Next generation digital therapy: increasing access, driving recovery, saving costs
Investment in digital health saw unprecedented growth in 2021, with one report confirming a 79% increase between 2020 and 2021. Mental health and wellness as a category has seen particularly significant growth and several high-profile deals with impressive valuations. In part due to the injection of capital, we are now seeing increasingly sophisticated digital mental health solutions, growing scientific rigour applied to development activities, and a focus on the collection of outcomes evidence to support the effectiveness claims of these solutions.

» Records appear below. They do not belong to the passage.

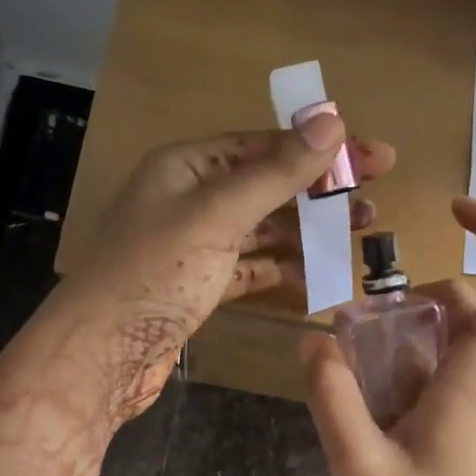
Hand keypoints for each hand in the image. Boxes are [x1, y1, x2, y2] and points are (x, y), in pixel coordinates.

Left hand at [56, 107, 394, 420]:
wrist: (100, 356)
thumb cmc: (154, 274)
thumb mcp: (217, 215)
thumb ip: (275, 172)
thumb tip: (331, 120)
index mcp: (187, 166)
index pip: (265, 145)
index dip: (321, 149)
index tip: (374, 157)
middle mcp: (191, 199)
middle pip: (268, 186)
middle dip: (320, 191)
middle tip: (374, 201)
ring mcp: (196, 246)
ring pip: (263, 229)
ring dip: (308, 231)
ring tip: (359, 234)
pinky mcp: (201, 287)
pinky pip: (252, 268)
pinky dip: (283, 268)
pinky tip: (317, 272)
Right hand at [300, 199, 475, 475]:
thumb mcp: (358, 465)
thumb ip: (332, 396)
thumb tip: (314, 341)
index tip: (454, 210)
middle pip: (470, 307)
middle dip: (414, 306)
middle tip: (356, 341)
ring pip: (463, 343)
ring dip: (414, 346)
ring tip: (364, 392)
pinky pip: (465, 376)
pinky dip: (425, 374)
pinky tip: (389, 420)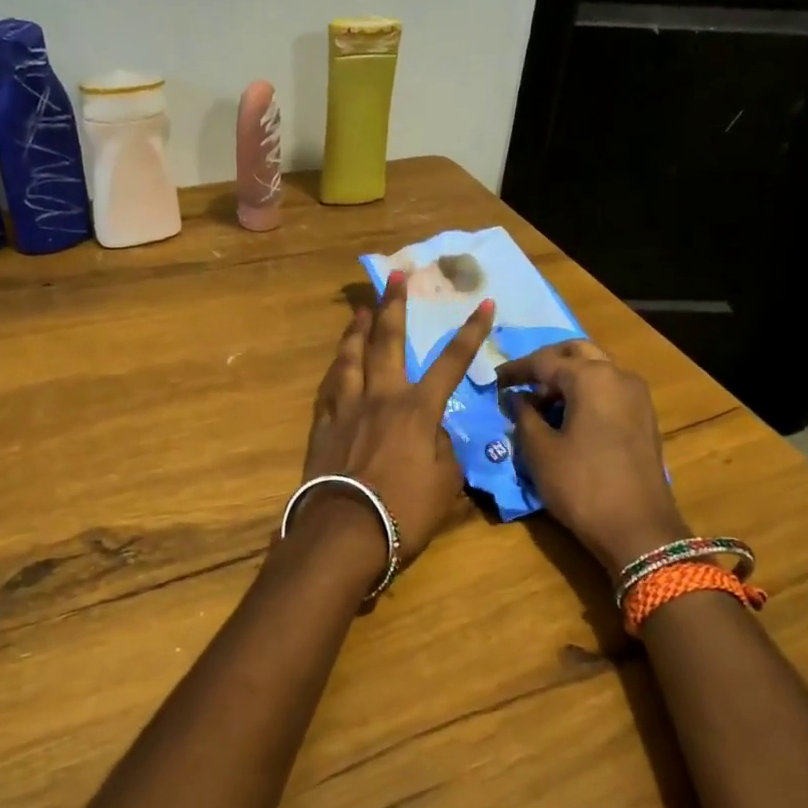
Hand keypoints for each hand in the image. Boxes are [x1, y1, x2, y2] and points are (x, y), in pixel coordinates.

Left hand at [301, 271, 495, 563]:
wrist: (345, 532)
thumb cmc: (405, 511)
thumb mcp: (445, 484)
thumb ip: (444, 450)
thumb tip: (434, 433)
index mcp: (417, 409)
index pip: (451, 362)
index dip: (471, 333)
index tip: (485, 303)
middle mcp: (381, 397)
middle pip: (387, 341)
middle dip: (394, 305)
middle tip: (395, 276)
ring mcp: (346, 409)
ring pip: (350, 357)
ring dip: (357, 330)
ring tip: (360, 310)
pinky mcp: (322, 426)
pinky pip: (328, 389)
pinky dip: (335, 371)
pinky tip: (335, 364)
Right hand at [495, 341, 689, 578]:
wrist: (638, 529)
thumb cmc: (581, 486)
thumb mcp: (540, 452)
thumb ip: (524, 416)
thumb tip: (516, 398)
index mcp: (591, 377)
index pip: (544, 360)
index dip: (515, 370)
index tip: (492, 381)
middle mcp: (618, 375)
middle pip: (577, 352)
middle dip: (546, 363)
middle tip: (520, 383)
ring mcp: (637, 395)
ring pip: (597, 368)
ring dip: (568, 377)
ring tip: (540, 402)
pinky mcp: (644, 416)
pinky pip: (610, 388)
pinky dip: (586, 392)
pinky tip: (567, 416)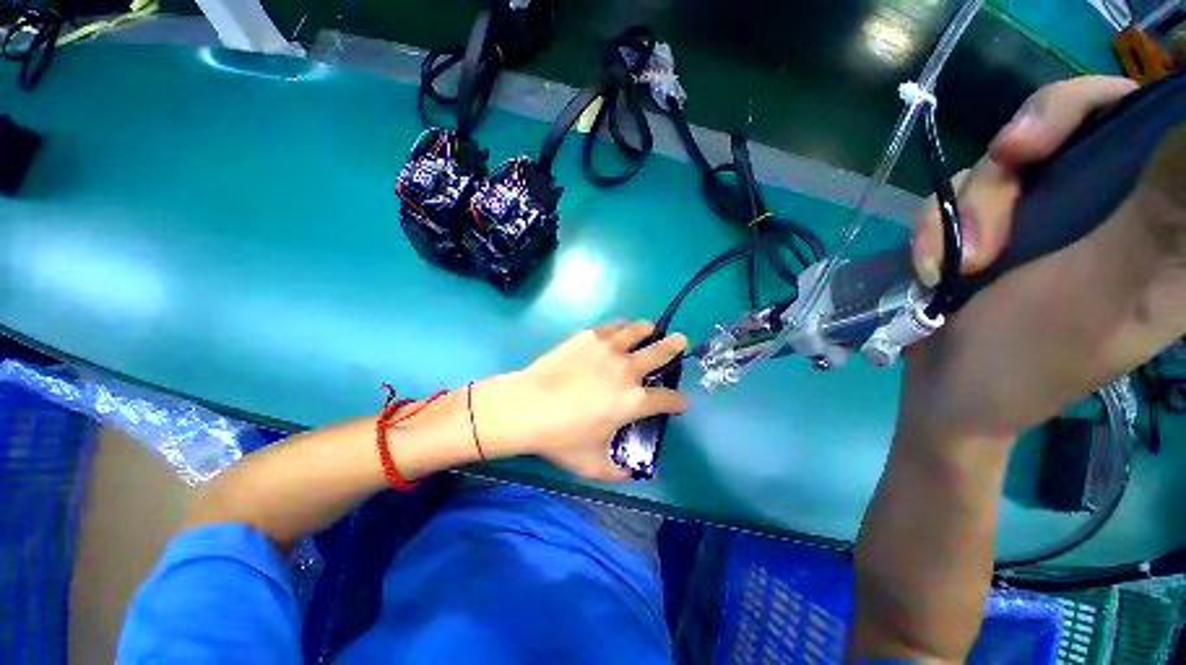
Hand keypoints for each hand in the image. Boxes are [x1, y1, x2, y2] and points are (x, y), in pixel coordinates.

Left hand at [473, 321, 687, 480]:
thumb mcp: (592, 465)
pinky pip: (614, 326)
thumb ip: (617, 472)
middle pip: (663, 351)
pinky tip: (618, 332)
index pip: (670, 399)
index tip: (678, 403)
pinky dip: (622, 328)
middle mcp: (628, 369)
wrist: (526, 406)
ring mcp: (609, 348)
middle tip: (680, 342)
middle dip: (676, 347)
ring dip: (648, 331)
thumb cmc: (560, 437)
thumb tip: (630, 472)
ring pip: (640, 330)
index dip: (678, 402)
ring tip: (648, 331)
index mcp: (634, 401)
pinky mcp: (590, 336)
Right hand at [900, 76, 1185, 446]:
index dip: (1087, 111)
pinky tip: (932, 267)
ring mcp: (1045, 219)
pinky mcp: (994, 231)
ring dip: (958, 213)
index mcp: (1159, 226)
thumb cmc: (1026, 361)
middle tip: (980, 224)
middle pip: (1060, 132)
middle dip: (1005, 171)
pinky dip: (934, 229)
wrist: (948, 391)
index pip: (1144, 122)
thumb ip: (1162, 215)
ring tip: (946, 268)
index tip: (1027, 146)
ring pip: (998, 166)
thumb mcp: (1101, 291)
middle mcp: (1106, 208)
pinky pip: (956, 198)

In this article we discuss how digital mental health has changed over the years, and how this new injection of capital has accelerated progress towards next generation digital mental health solutions.
The age of the internet and the first telehealth providers
The first digital mental health solutions were created by pioneers who saw the opportunity the internet provided to break down some of the barriers many face in accessing mental health care.

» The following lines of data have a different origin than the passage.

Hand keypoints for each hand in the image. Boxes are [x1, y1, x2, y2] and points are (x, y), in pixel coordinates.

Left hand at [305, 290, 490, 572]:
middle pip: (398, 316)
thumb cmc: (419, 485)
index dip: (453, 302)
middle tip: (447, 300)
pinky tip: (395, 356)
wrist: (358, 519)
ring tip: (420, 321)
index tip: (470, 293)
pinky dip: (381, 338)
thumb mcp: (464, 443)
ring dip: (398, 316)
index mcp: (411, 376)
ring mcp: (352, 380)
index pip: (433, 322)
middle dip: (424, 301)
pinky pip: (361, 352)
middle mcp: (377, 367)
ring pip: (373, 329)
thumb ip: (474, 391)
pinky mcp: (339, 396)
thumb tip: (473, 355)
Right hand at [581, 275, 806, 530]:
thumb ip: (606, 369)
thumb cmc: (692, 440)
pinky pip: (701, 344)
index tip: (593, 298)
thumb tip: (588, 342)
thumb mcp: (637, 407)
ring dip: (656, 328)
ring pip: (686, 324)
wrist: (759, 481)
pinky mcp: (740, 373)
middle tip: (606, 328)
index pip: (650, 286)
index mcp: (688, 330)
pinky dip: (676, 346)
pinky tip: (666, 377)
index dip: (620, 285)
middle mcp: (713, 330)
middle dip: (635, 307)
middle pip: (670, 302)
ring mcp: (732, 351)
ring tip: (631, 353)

Founded in 2000, we led the first wave of mental health therapy being made available online. Our text-based CBT service helped increase access across the UK, by enabling patients to get support at a time of day that suited their needs and without needing to take time off work to travel to appointments. Digitally enabled care, such as ieso’s, was revolutionary at the time and was met with some scepticism. Peer-reviewed research, such as our randomised control trial, investigating the effectiveness of online CBT, which was published in the Lancet in 2009, demonstrated this modality is as effective as face-to-face psychotherapy and growing acceptance has helped pave the way for future progress.
The role of the global pandemic, capital injection and the influx of digital solutions
The Coronavirus pandemic was the real game-changer in many ways, forcing a rapid acceleration of digital health adoption in the absence of traditional face to face care delivery. This combined with the visible negative impact the pandemic had on the mental health of so many saw digital mental health care receive an influx of capital. This has enabled a host of digital innovators to step up to the plate and bring a huge range of solutions to the market to address this rising unmet demand.
These new digital solutions have had to be innovative in how they approach the market and represent a huge step forward and are helping to solve the very real problem of access to mental health support. But at ieso we believe there is scope to achieve even more.
The arrival of next generation digital therapeutics to level the playing field with physical health
The unspoken truth is that mental health care in its current form is simply not good enough. We have limited understanding of how drugs or psychotherapy actually work and even in the countries with the most advanced mental health systems, psychotherapy recovery rates have stalled at around 50%. Where huge strides have been made in physical health care the same cannot be said for mental health.
The faster advancement of physical health has, in part, been a result of considerably more capital investment when compared to mental health. This massive investment into clinical ‘physical health’ research over the last 70 years has resulted in a data-enabled understanding of disease pathology which has driven radical improvements in physical healthcare and associated life expectancy rising by c. 30 years. Care protocols are now standardised and deliver consistently reliable outcomes. Mental health has sadly not had as much attention from the investment community and as a result has not made similar advancements with respect to clinical outcomes. The scarcity of reliable data is one major hindrance to the development of meaningful insights that could dramatically improve clinical outcomes.
At ieso we envisage a next generation of digital solutions that can drive radical improvements in outcomes through data-enabled deep understanding of what works in mental health care.
A new era of mental health science
An early pioneer in digital healthcare, ieso has for many years now been delivering one to one therapy via text; tracking associated outcomes after each session and using insights drawn from this data to continually improve these outcomes.
We now have a unique data set of over 500,000 hours of outcomes-indexed therapy transcripts that our clinicians, scientists and AI engineers can explore together to understand for the first time the active ingredients of therapy.
For example, we have explored:
- The way patients respond to therapists, and how that can be used to predict if they will continue to engage with and improve with therapy
- How therapists differ, and how that impacts the patients’ likelihood of responding to therapy
- How different symptoms of depression are associated with different depression subtypes and have a different likelihood of responding to therapy
- Understanding the active ingredients in therapy is enabling us to build the next generation of digital therapeutics (DTx) as clinically and scientifically led solutions that are highly personalised and that draw on what we know works best for individuals.
Our goal is to develop a new science of mental health care – a science that surpasses, rather than simply replicates, what has gone before, and that will keep on driving recovery rates up to eventually reach parity with physical health outcomes.
For the first time, widespread recovery from mental ill health is certainly conceivable.